Children’s Services Business Approach

During the year, children’s services has strengthened its business model approach to the management of centres. The Business Coordinator dedicated to Children’s Services has further strengthened and streamlined business practices across all services. Productivity initiatives have included upgrades to the software for the management of children’s enrolments, attendance and family fees as well as efficiencies from centralised financial systems and global contracts for cleaning, consumables and garden maintenance. 

 

Financial Results

The services managed by the Cooperative reported an operating surplus from ordinary activities of $20,000 for the 2013-14 year. This surplus was achieved from revenues of $17,354,000 with expenses for the same period being $16,162,000. This surplus result is after a contribution from Council of $168,000 as well as transfers to a number of operational reserves of $1,277,000 for future projects and transfers from reserves for current year projects of $63,000. These reserves include provision for playground/building upgrades, bus replacement, centre equipment, advertising and marketing.

 

Income derived from the provision of childcare, as represented by child care fees and child care benefit (CCB) was $15,256,000 which is a decrease on original budget projections due to lower than expected utilisation across all service types as mentioned previously.

 

Grant funding of $2,021,000 was provided by both the State and Federal Governments. This is representative of a decrease of 4.8% in terms of grant funding received compared to last year financial year. This is largely the result of reduced funding received from the State Government for preschool services due to a change of formula and changes to funding for children with special needs.

 

Employee costs for 2013-14 were $14,309,000 which is an increase of 1.1%. Reflective of the industry within which the Cooperative’s services operate, employee costs account for the largest category of expenditure and comprise 81.8% of the total cost of the Cooperative’s operations.

 

In 2013-14 the Cooperative Services made provision for $280,000 towards funding Employee Leave Entitlements (ELE) for Children’s Services Staff.
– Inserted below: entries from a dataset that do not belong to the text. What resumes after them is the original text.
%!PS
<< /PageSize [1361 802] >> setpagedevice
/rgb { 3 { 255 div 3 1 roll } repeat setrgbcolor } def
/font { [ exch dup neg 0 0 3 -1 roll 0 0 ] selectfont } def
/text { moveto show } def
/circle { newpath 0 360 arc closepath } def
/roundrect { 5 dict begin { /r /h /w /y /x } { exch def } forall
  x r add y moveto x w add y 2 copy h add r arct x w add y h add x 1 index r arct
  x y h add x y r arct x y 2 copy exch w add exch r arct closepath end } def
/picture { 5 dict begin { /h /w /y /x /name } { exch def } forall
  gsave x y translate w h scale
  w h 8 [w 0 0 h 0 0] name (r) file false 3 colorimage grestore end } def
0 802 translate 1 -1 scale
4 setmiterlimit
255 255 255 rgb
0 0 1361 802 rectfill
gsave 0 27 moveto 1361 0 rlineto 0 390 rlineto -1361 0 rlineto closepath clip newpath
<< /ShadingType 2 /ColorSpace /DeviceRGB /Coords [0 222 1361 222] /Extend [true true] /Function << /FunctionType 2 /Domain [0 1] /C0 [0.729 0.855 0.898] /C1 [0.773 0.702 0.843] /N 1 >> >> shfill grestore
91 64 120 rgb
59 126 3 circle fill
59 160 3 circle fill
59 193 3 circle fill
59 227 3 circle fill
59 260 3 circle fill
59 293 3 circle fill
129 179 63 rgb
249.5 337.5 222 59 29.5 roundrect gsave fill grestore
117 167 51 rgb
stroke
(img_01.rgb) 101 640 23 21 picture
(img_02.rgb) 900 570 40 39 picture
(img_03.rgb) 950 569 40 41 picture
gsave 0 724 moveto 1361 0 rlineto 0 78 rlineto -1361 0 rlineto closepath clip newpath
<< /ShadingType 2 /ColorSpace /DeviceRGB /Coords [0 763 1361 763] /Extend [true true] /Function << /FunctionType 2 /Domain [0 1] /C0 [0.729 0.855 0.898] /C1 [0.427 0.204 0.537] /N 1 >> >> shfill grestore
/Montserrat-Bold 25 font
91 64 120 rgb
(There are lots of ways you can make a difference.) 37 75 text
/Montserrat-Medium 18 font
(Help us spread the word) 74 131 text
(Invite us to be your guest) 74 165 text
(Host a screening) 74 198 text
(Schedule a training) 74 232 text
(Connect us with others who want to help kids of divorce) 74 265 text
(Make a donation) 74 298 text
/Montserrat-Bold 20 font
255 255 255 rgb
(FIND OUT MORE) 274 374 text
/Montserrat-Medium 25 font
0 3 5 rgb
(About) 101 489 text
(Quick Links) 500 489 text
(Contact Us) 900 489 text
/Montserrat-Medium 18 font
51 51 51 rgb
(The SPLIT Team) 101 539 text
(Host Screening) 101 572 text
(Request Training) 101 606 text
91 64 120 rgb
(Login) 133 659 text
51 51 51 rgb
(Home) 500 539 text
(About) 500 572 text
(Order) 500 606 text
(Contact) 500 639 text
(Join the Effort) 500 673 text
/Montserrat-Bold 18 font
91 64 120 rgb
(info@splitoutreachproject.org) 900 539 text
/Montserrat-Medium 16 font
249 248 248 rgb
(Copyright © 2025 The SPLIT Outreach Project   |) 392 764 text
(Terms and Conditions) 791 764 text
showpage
This allowed the Cooperative to fully fund leave entitlements attributable largely to annual leave and long-service leave for its staff.  The total entitlements funded by the Children’s Services ELE reserve for the year ended 30 June 2014 was a total of $18,000.

 

Expenditure on materials, contracts and other expenses were $1,853,000 which is a decrease of 4.5% upon last year’s result. This was largely the result of reduced discretionary expenditure at a number of Children’s Centres.

 

Council’s commitment to directly supporting the initiatives undertaken by the Cooperative is  reflected by the subsidy provided to the Cooperative’s operations of $168,000 (2013 $186,000).  This subsidy provides essential funding for inclusion support and St Marys Occasional Care. Council makes significant other financial contributions to children’s services overall which is outlined through the annual Operational Plan. The financial outcome for the services managed by the Cooperative for the financial year 2013-14 is considered a good result and is testament to the strong financial management of the Cooperative’s services. For the children’s services managed by the Cooperative, the maintenance of utilisation levels is critical to their financial viability and the external grant funding received is of high importance to be able to sustain service delivery at current high levels.

 

Conclusion

The establishment of the Penrith City Children’s Services Cooperative in 2003, has proved to be an effective management model for the children’s services sponsored by Council. The favourable outcome for the 2013-14 financial year is an excellent achievement given the current financial environment, and provides some necessary equity to better position the services for the coming years. The Board of Directors is well aware of the complexities of the operation of children’s services and the challenges that this brings and maintaining a balance between services that are viable, accessible and affordable is high on the Board’s agenda. Sustaining the quality of service provision for which Council’s services are known is a key driver.

 

The Penrith City Children’s Services Cooperative is strongly committed to the provision of quality not-for-profit services for children. Affordability continues to be the driving factor for utilisation levels across all service types and balancing this with viability is a key priority.  Lobbying and advocacy continue in an attempt to ensure that issues related to children’s services, and particularly issues related to the not-for-profit sector, are raised and have a high profile. Continued compliance with the National Law and Regulations is testament to the skill, motivation and dedication of the children’s services staff and the support provided by the Internal Coordination Unit.

 

The Board is under no illusion that the year ahead will hold many challenges in its quest to ensure the children’s services remain viable within a climate of increased competition, legislation and regulation requirements and the challenge to maintain a skilled workforce. Some of the known challenges for children’s services for the year ahead include possible changes to the National Quality Framework and to external funding, maintaining ageing assets, marketing and promotions and sustaining utilisation. The Board will need to keep abreast of emerging issues so that sound change management practices are adopted and the high quality of service provision is sustained. 

 

During the financial year 2013-2014, there were no significant changes in the state of affairs of the Cooperative. The Annual General Meeting of the Cooperative was held in October 2014.  The Council’s representatives on the Board are Councillors Michelle Tormey, Prue Car and Ross Fowler OAM. The General Manager’s representative and Company Secretary is Executive Manager – Corporate, Vicki O’Kelly.

 

 


 

RECOMMENDATION

That:

1.    The information contained in the report on Penrith City Children's Services Cooperative Ltd be received.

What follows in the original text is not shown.